Supplied data:
Content starts
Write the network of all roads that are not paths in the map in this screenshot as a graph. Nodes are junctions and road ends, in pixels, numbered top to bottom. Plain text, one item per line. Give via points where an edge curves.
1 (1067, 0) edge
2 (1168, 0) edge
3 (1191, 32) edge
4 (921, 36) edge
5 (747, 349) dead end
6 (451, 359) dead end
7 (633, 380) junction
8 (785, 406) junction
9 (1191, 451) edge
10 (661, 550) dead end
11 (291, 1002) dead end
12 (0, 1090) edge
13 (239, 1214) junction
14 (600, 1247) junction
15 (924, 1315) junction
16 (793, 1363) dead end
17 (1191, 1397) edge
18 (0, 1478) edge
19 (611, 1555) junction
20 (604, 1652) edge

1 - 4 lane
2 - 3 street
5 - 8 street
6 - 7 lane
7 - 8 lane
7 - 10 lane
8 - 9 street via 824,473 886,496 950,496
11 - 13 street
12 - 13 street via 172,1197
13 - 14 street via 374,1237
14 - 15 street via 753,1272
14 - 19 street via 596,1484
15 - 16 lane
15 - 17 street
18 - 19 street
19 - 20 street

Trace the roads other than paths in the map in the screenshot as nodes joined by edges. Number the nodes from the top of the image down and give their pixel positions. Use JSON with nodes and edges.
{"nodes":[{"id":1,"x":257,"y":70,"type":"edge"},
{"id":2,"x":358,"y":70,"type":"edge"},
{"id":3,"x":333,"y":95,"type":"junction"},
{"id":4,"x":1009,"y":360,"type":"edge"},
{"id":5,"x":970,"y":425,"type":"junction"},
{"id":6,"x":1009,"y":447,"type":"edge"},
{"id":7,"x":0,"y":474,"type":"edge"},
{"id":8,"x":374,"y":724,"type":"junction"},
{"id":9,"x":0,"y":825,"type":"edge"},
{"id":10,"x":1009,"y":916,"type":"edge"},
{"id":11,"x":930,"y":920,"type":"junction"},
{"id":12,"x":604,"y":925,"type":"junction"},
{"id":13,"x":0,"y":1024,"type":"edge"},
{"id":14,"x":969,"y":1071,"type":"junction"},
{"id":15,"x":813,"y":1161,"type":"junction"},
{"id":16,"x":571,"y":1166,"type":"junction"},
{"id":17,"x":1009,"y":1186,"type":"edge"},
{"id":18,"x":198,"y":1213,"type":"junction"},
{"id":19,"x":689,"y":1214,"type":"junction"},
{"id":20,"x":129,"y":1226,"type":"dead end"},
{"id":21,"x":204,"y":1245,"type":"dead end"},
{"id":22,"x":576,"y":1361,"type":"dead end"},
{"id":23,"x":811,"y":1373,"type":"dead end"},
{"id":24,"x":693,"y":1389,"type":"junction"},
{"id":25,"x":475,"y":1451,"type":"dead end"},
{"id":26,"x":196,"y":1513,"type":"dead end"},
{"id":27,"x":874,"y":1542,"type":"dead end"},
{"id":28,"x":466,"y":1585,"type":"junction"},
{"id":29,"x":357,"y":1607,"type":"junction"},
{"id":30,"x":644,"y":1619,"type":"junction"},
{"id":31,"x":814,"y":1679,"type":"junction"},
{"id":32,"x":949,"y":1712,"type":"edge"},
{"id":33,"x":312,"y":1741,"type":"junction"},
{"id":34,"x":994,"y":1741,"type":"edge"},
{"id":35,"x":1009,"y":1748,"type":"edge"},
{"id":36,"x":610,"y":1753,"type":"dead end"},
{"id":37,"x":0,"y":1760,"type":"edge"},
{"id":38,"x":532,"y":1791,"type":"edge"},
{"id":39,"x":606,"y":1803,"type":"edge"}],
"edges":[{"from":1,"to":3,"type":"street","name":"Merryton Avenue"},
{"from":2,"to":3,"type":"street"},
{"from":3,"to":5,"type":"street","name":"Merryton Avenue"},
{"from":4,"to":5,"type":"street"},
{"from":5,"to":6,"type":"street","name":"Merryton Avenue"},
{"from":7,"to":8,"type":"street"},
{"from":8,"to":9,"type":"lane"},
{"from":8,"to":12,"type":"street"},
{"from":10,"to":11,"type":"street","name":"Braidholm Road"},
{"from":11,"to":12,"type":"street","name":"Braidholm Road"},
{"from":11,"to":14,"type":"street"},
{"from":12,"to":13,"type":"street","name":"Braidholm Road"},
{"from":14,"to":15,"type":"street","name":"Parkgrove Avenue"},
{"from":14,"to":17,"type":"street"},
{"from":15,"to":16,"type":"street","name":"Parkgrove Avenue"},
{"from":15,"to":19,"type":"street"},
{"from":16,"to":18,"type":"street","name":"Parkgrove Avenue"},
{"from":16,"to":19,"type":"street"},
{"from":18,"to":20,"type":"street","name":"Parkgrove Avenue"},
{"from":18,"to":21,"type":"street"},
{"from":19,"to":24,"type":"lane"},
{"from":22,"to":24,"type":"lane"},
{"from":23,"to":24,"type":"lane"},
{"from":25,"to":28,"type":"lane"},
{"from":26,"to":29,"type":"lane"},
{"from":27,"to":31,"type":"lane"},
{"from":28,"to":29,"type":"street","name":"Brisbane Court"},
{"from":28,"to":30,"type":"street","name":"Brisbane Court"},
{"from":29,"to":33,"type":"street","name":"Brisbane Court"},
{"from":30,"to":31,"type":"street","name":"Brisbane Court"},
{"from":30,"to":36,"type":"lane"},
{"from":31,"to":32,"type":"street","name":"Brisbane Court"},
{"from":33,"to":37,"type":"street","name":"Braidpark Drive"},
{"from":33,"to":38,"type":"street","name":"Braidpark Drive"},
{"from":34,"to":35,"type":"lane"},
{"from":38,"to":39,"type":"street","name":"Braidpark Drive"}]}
Content ends
Task statement: Word for word, return the entire listing above.

Exercise output:
Write the network of all roads that are not paths in the map in this screenshot as a graph. Nodes are junctions and road ends, in pixels, numbered top to bottom. Plain text, one item per line. Give via points where an edge curves.
1 (1067, 0) edge
2 (1168, 0) edge
3 (1191, 32) edge
4 (921, 36) edge
5 (747, 349) dead end
6 (451, 359) dead end
7 (633, 380) junction
8 (785, 406) junction
9 (1191, 451) edge
10 (661, 550) dead end
11 (291, 1002) dead end
12 (0, 1090) edge
13 (239, 1214) junction
14 (600, 1247) junction
15 (924, 1315) junction
16 (793, 1363) dead end
17 (1191, 1397) edge
18 (0, 1478) edge
19 (611, 1555) junction
20 (604, 1652) edge

1 - 4 lane
2 - 3 street
5 - 8 street
6 - 7 lane
7 - 8 lane
7 - 10 lane
8 - 9 street via 824,473 886,496 950,496
11 - 13 street
12 - 13 street via 172,1197
13 - 14 street via 374,1237
14 - 15 street via 753,1272
14 - 19 street via 596,1484
15 - 16 lane
15 - 17 street
18 - 19 street
19 - 20 street

Trace the roads other than paths in the map in the screenshot as nodes joined by edges. Number the nodes from the top of the image down and give their pixel positions. Use JSON with nodes and edges.
{"nodes":[{"id":1,"x":257,"y":70,"type":"edge"},
{"id":2,"x":358,"y":70,"type":"edge"},
{"id":3,"x":333,"y":95,"type":"junction"},
{"id":4,"x":1009,"y":360,"type":"edge"},
{"id":5,"x":970,"y":425,"type":"junction"},
{"id":6,"x":1009,"y":447,"type":"edge"},
{"id":7,"x":0,"y":474,"type":"edge"},
{"id":8,"x":374,"y":724,"type":"junction"},
{"id":9,"x":0,"y":825,"type":"edge"},
{"id":10,"x":1009,"y":916,"type":"edge"},
{"id":11,"x":930,"y":920,"type":"junction"},
{"id":12,"x":604,"y":925,"type":"junction"},
{"id":13,"x":0,"y":1024,"type":"edge"},
{"id":14,"x":969,"y":1071,"type":"junction"},
{"id":15,"x":813,"y":1161,"type":"junction"},
{"id":16,"x":571,"y":1166,"type":"junction"},
{"id":17,"x":1009,"y":1186,"type":"edge"},
{"id":18,"x":198,"y":1213,"type":"junction"},
{"id":19,"x":689,"y":1214,"type":"junction"},
{"id":20,"x":129,"y":1226,"type":"dead end"},
{"id":21,"x":204,"y":1245,"type":"dead end"},
{"id":22,"x":576,"y":1361,"type":"dead end"},
{"id":23,"x":811,"y":1373,"type":"dead end"},
{"id":24,"x":693,"y":1389,"type":"junction"},
{"id":25,"x":475,"y":1451,"type":"dead end"},
{"id":26,"x":196,"y":1513,"type":"dead end"},
{"id":27,"x":874,"y":1542,"type":"dead end"},
{"id":28,"x":466,"y":1585,"type":"junction"},
{"id":29,"x":357,"y":1607,"type":"junction"},
{"id":30,"x":644,"y":1619,"type":"junction"},
{"id":31,"x":814,"y":1679,"type":"junction"},
{"id":32,"x":949,"y":1712,"type":"edge"},
{"id":33,"x":312,"y":1741,"type":"junction"},
{"id":34,"x":994,"y":1741,"type":"edge"},
{"id":35,"x":1009,"y":1748,"type":"edge"},
{"id":36,"x":610,"y":1753,"type":"dead end"},
{"id":37,"x":0,"y":1760,"type":"edge"},
{"id":38,"x":532,"y":1791,"type":"edge"},
{"id":39,"x":606,"y":1803,"type":"edge"}],
"edges":[{"from":1,"to":3,"type":"street","name":"Merryton Avenue"},
{"from":2,"to":3,"type":"street"},
{"from":3,"to":5,"type":"street","name":"Merryton Avenue"},
{"from":4,"to":5,"type":"street"},
{"from":5,"to":6,"type":"street","name":"Merryton Avenue"},
{"from":7,"to":8,"type":"street"},
{"from":8,"to":9,"type":"lane"},
{"from":8,"to":12,"type":"street"},
{"from":10,"to":11,"type":"street","name":"Braidholm Road"},
{"from":11,"to":12,"type":"street","name":"Braidholm Road"},
{"from":11,"to":14,"type":"street"},
{"from":12,"to":13,"type":"street","name":"Braidholm Road"},
{"from":14,"to":15,"type":"street","name":"Parkgrove Avenue"},
{"from":14,"to":17,"type":"street"},
{"from":15,"to":16,"type":"street","name":"Parkgrove Avenue"},
{"from":15,"to":19,"type":"street"},
{"from":16,"to":18,"type":"street","name":"Parkgrove Avenue"},
{"from":16,"to":19,"type":"street"},
{"from":18,"to":20,"type":"street","name":"Parkgrove Avenue"},
{"from":18,"to":21,"type":"street"},
{"from":19,"to":24,"type":"lane"},
{"from":22,"to":24,"type":"lane"},
{"from":23,"to":24,"type":"lane"},
{"from":25,"to":28,"type":"lane"},
{"from":26,"to":29,"type":"lane"},
{"from":27,"to":31,"type":"lane"},
{"from":28,"to":29,"type":"street","name":"Brisbane Court"},
{"from":28,"to":30,"type":"street","name":"Brisbane Court"},
{"from":29,"to":33,"type":"street","name":"Brisbane Court"},
{"from":30,"to":31,"type":"street","name":"Brisbane Court"},
{"from":30,"to":36,"type":"lane"},
{"from":31,"to":32,"type":"street","name":"Brisbane Court"},
{"from":33,"to":37,"type":"street","name":"Braidpark Drive"},
{"from":33,"to":38,"type":"street","name":"Braidpark Drive"},
{"from":34,"to":35,"type":"lane"},
{"from":38,"to":39,"type":"street","name":"Braidpark Drive"}]}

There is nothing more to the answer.